Return the full listing unchanged, excluding any images it contains.

━━━━━ DATA SECTION ━━━━━

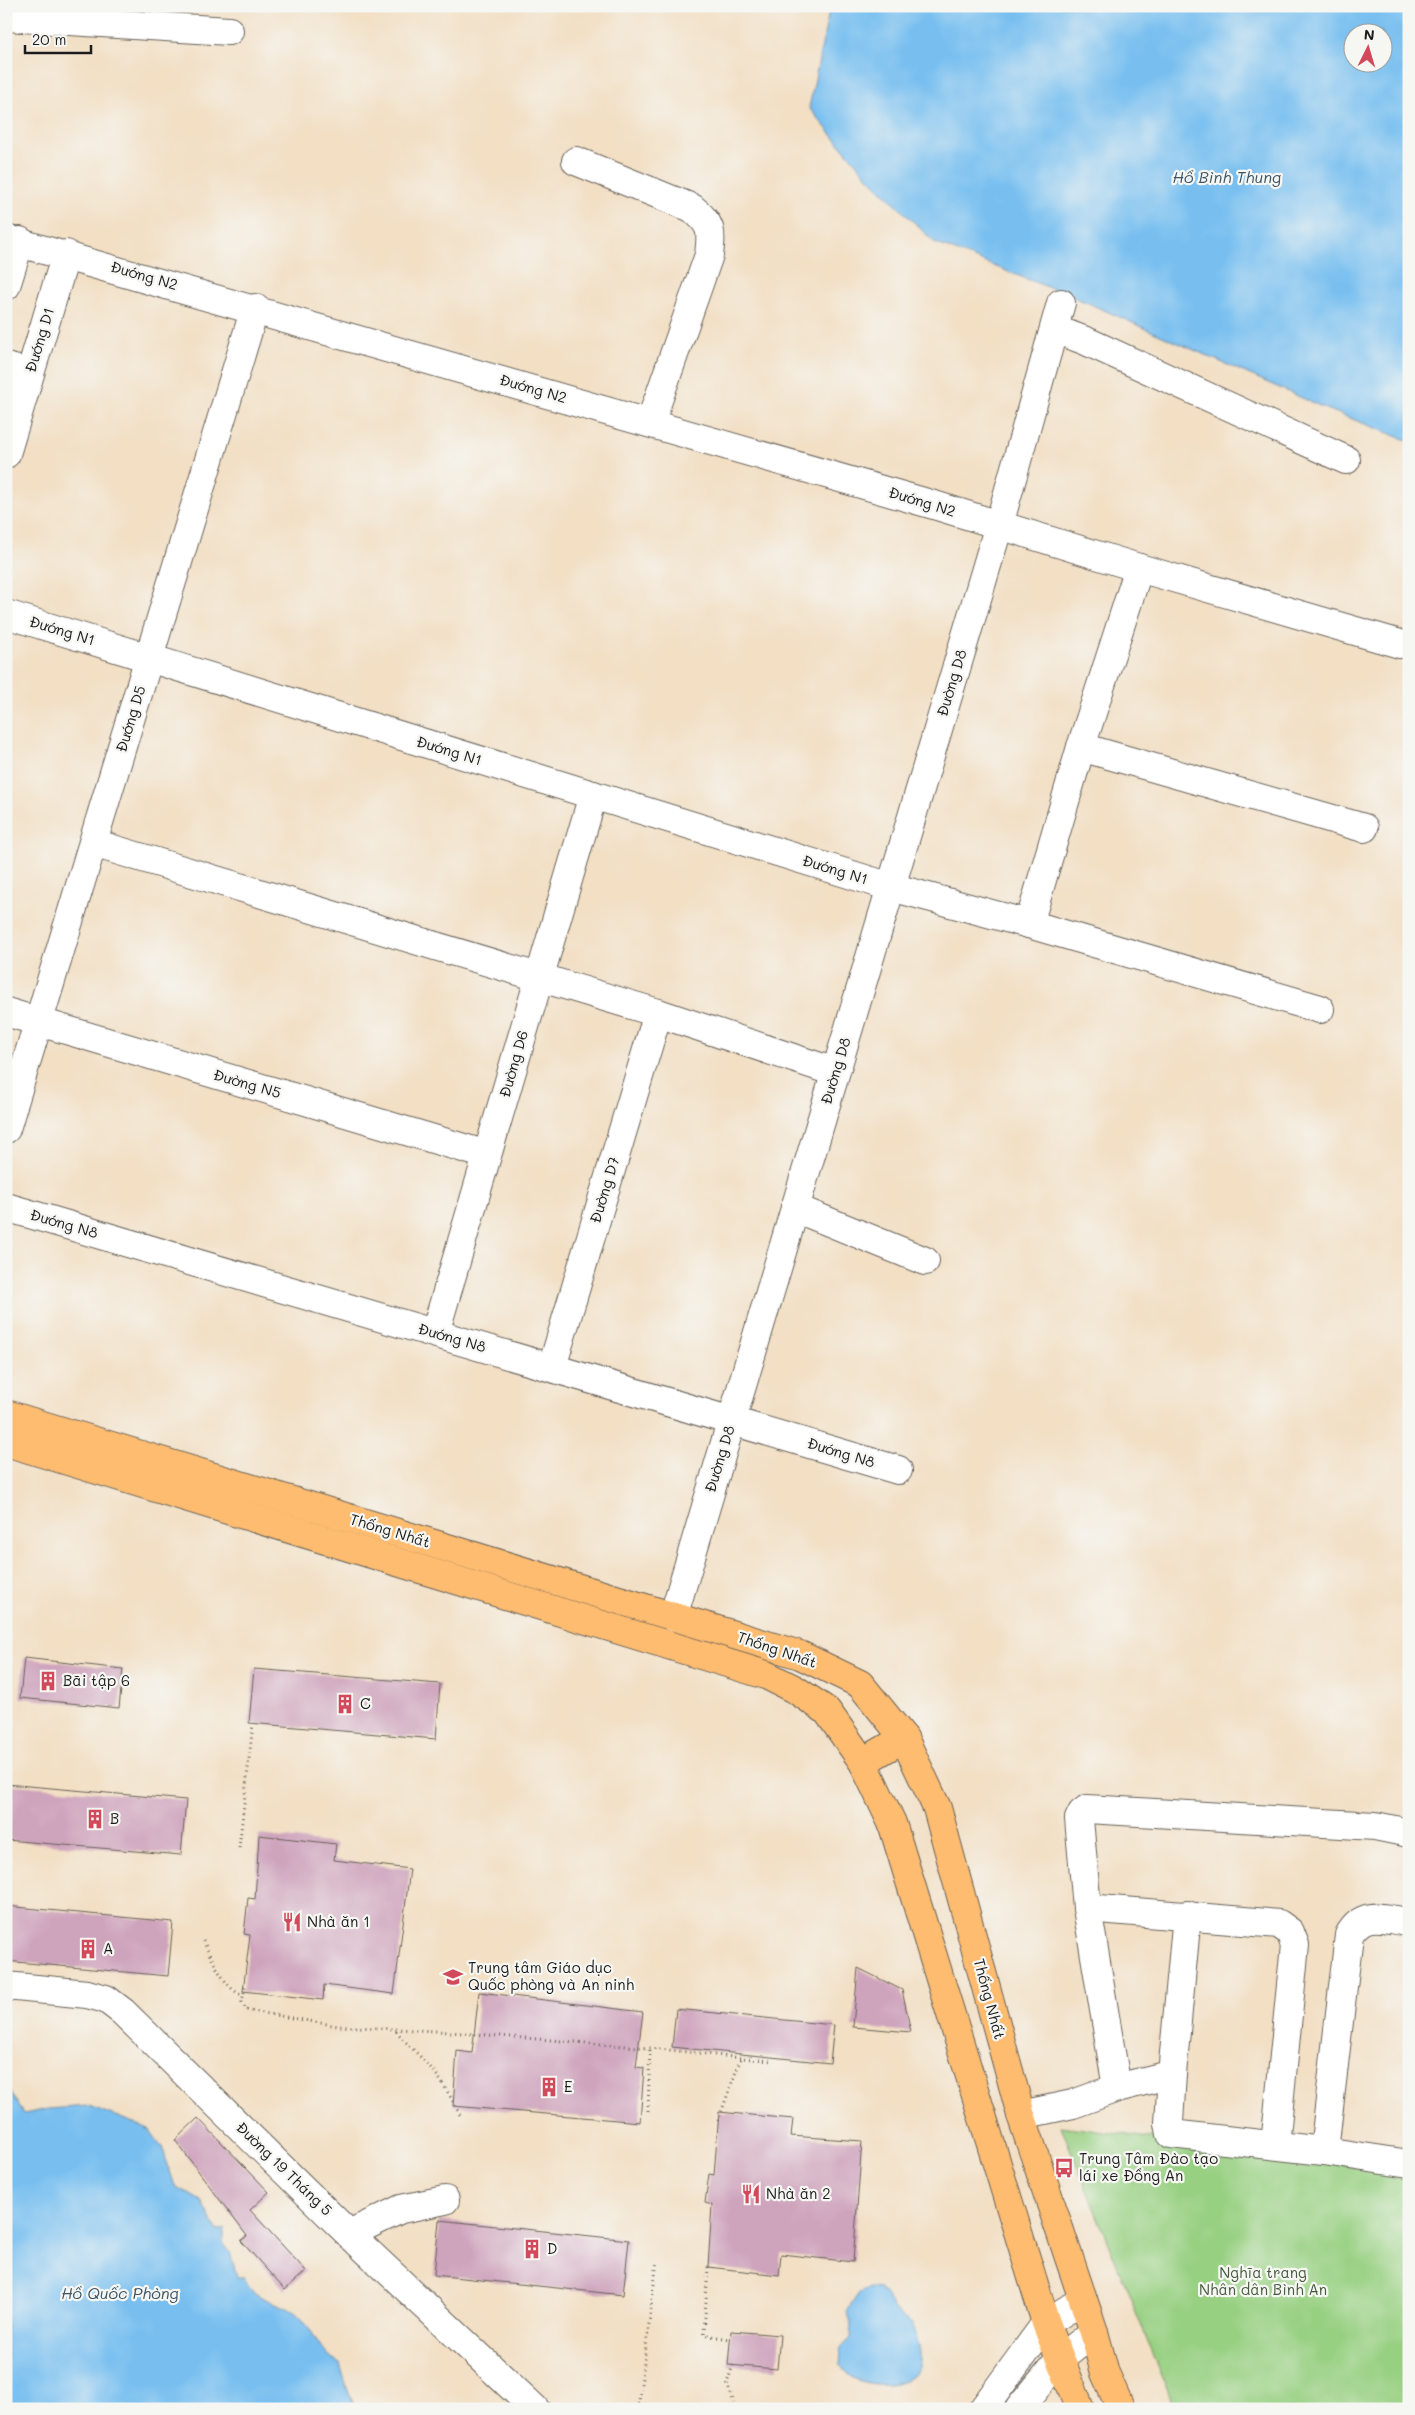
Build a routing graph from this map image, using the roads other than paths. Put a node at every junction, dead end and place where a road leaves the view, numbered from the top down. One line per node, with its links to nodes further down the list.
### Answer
1 (6, 17): 2 (street)
2 (229, 31)
3 (576, 160): 11 (street)
4 (13, 240): 5 (street, Đướng N2); 6 (street)
5 (66, 254): 8 (street, Đướng N2); 10 (street, Đướng D1)
6 (6, 286)
7 (1062, 303): 9 (street, Đường D8)
8 (255, 308): 11 (street, Đướng N2); 18 (street, Đướng D5)
9 (1054, 329): 13 (street); 14 (street, Đường D8)
10 (18, 370): 12 (street, Đướng D1)
11 (650, 423): 14 (street, Đướng N2)
12 (6, 454)
13 (1346, 460)
14 (999, 525): 15 (street, Đướng N2); 23 (street, Đường D8)
15 (1139, 568): 17 (street, Đướng N2); 19 (street)
16 (6, 614): 18 (street, Đướng N1)
17 (1400, 644)
18 (149, 658): 20 (street, Đướng N1); 22 (street, Đướng D5)
19 (1082, 747): 21 (street); 24 (street)
20 (593, 795): 23 (street, Đướng N1); 25 (street, Đường D6)
21 (1364, 828)
22 (93, 843): 25 (street); 29 (street, Đướng D5)
23 (891, 888): 24 (street, Đướng N1); 30 (street, Đường D8)
24 (1029, 924): 26 (street, Đướng N1)
25 (539, 976): 28 (street); 32 (street, Đường D6)
26 (1320, 1009)
27 (6, 1012): 29 (street, Đường N5)
28 (658, 1013): 30 (street); 37 (street, Đường D7)
29 (38, 1023): 31 (street, Đướng D5); 32 (street, Đường N5)
30 (836, 1072): 34 (street, Đường D8)
31 (6, 1129)
32 (487, 1155): 36 (street, Đường D6)
33 (6, 1207): 36 (street, Đướng N8)
34 (795, 1208): 35 (street); 39 (street, Đường D8)
35 (925, 1261)
36 (435, 1333): 37 (street, Đướng N8)
37 (552, 1367): 39 (street, Đướng N8)
38 (6, 1414): 42 (main road, Thống Nhất)
39 (732, 1420): 41 (street, Đướng N8); 42 (street, Đường D8)
40 (6, 1442): 44 (main road, Thống Nhất)
41 (898, 1470)
42 (673, 1617): 43 (main road, Thống Nhất)
43 (904, 1738): 44 (main road); 52 (main road, Thống Nhất)
44 (863, 1762): 59 (main road, Thống Nhất)
45 (1409, 1832): 46 (street)
46 (1087, 1908): 47 (street); 51 (street)
47 (1187, 1915): 50 (street); 53 (street)
48 (1409, 1922): 54 (street)
49 (6, 1986): 57 (street, Đường 19 Tháng 5)
50 (1172, 2074): 51 (street); 53 (street)
51 (1117, 2088): 52 (street)
52 (1021, 2114): 58 (main road, Thống Nhất)
53 (1275, 2145): 54 (street)
54 (1324, 2151): 55 (street)
55 (1409, 2164)
56 (445, 2200): 57 (street)
57 (349, 2234): 62 (street, Đường 19 Tháng 5)
58 (1083, 2300): 59 (street); 60 (main road, Thống Nhất)
59 (1046, 2322): 61 (main road, Thống Nhất); 63 (street)
60 (1094, 2332): 61 (street); 66 (main road, Thống Nhất)
61 (1060, 2360): 64 (street); 65 (main road, Thống Nhất)
62 (535, 2409)
63 (983, 2409)
64 (1019, 2409)
65 (1080, 2409)
66 (1120, 2409)

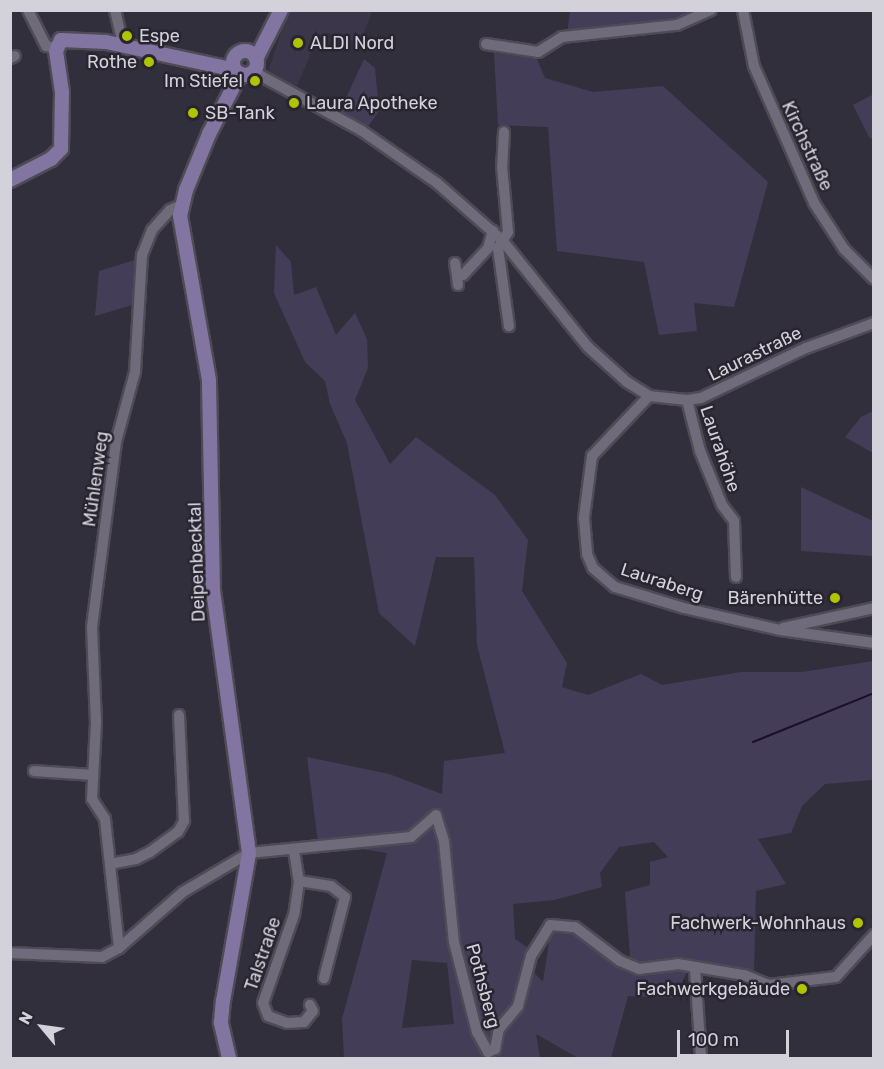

━━━━━

__SOLUTION FOR THIS EXERCISE__
Build a routing graph from this map image, using the roads other than paths. Put a node at every junction, dead end and place where a road leaves the view, numbered from the top down. One line per node, with its links to nodes further down the list.
### Answer
1 (6, 17): 2 (street)
2 (229, 31)
3 (576, 160): 11 (street)
4 (13, 240): 5 (street, Đướng N2); 6 (street)
5 (66, 254): 8 (street, Đướng N2); 10 (street, Đướng D1)
6 (6, 286)
7 (1062, 303): 9 (street, Đường D8)
8 (255, 308): 11 (street, Đướng N2); 18 (street, Đướng D5)
9 (1054, 329): 13 (street); 14 (street, Đường D8)
10 (18, 370): 12 (street, Đướng D1)
11 (650, 423): 14 (street, Đướng N2)
12 (6, 454)
13 (1346, 460)
14 (999, 525): 15 (street, Đướng N2); 23 (street, Đường D8)
15 (1139, 568): 17 (street, Đướng N2); 19 (street)
16 (6, 614): 18 (street, Đướng N1)
17 (1400, 644)
18 (149, 658): 20 (street, Đướng N1); 22 (street, Đướng D5)
19 (1082, 747): 21 (street); 24 (street)
20 (593, 795): 23 (street, Đướng N1); 25 (street, Đường D6)
21 (1364, 828)
22 (93, 843): 25 (street); 29 (street, Đướng D5)
23 (891, 888): 24 (street, Đướng N1); 30 (street, Đường D8)
24 (1029, 924): 26 (street, Đướng N1)
25 (539, 976): 28 (street); 32 (street, Đường D6)
26 (1320, 1009)
27 (6, 1012): 29 (street, Đường N5)
28 (658, 1013): 30 (street); 37 (street, Đường D7)
29 (38, 1023): 31 (street, Đướng D5); 32 (street, Đường N5)
30 (836, 1072): 34 (street, Đường D8)
31 (6, 1129)
32 (487, 1155): 36 (street, Đường D6)
33 (6, 1207): 36 (street, Đướng N8)
34 (795, 1208): 35 (street); 39 (street, Đường D8)
35 (925, 1261)
36 (435, 1333): 37 (street, Đướng N8)
37 (552, 1367): 39 (street, Đướng N8)
38 (6, 1414): 42 (main road, Thống Nhất)
39 (732, 1420): 41 (street, Đướng N8); 42 (street, Đường D8)
40 (6, 1442): 44 (main road, Thống Nhất)
41 (898, 1470)
42 (673, 1617): 43 (main road, Thống Nhất)
43 (904, 1738): 44 (main road); 52 (main road, Thống Nhất)
44 (863, 1762): 59 (main road, Thống Nhất)
45 (1409, 1832): 46 (street)
46 (1087, 1908): 47 (street); 51 (street)
47 (1187, 1915): 50 (street); 53 (street)
48 (1409, 1922): 54 (street)
49 (6, 1986): 57 (street, Đường 19 Tháng 5)
50 (1172, 2074): 51 (street); 53 (street)
51 (1117, 2088): 52 (street)
52 (1021, 2114): 58 (main road, Thống Nhất)
53 (1275, 2145): 54 (street)
54 (1324, 2151): 55 (street)
55 (1409, 2164)
56 (445, 2200): 57 (street)
57 (349, 2234): 62 (street, Đường 19 Tháng 5)
58 (1083, 2300): 59 (street); 60 (main road, Thống Nhất)
59 (1046, 2322): 61 (main road, Thống Nhất); 63 (street)
60 (1094, 2332): 61 (street); 66 (main road, Thống Nhất)
61 (1060, 2360): 64 (street); 65 (main road, Thống Nhất)
62 (535, 2409)
63 (983, 2409)
64 (1019, 2409)
65 (1080, 2409)
66 (1120, 2409)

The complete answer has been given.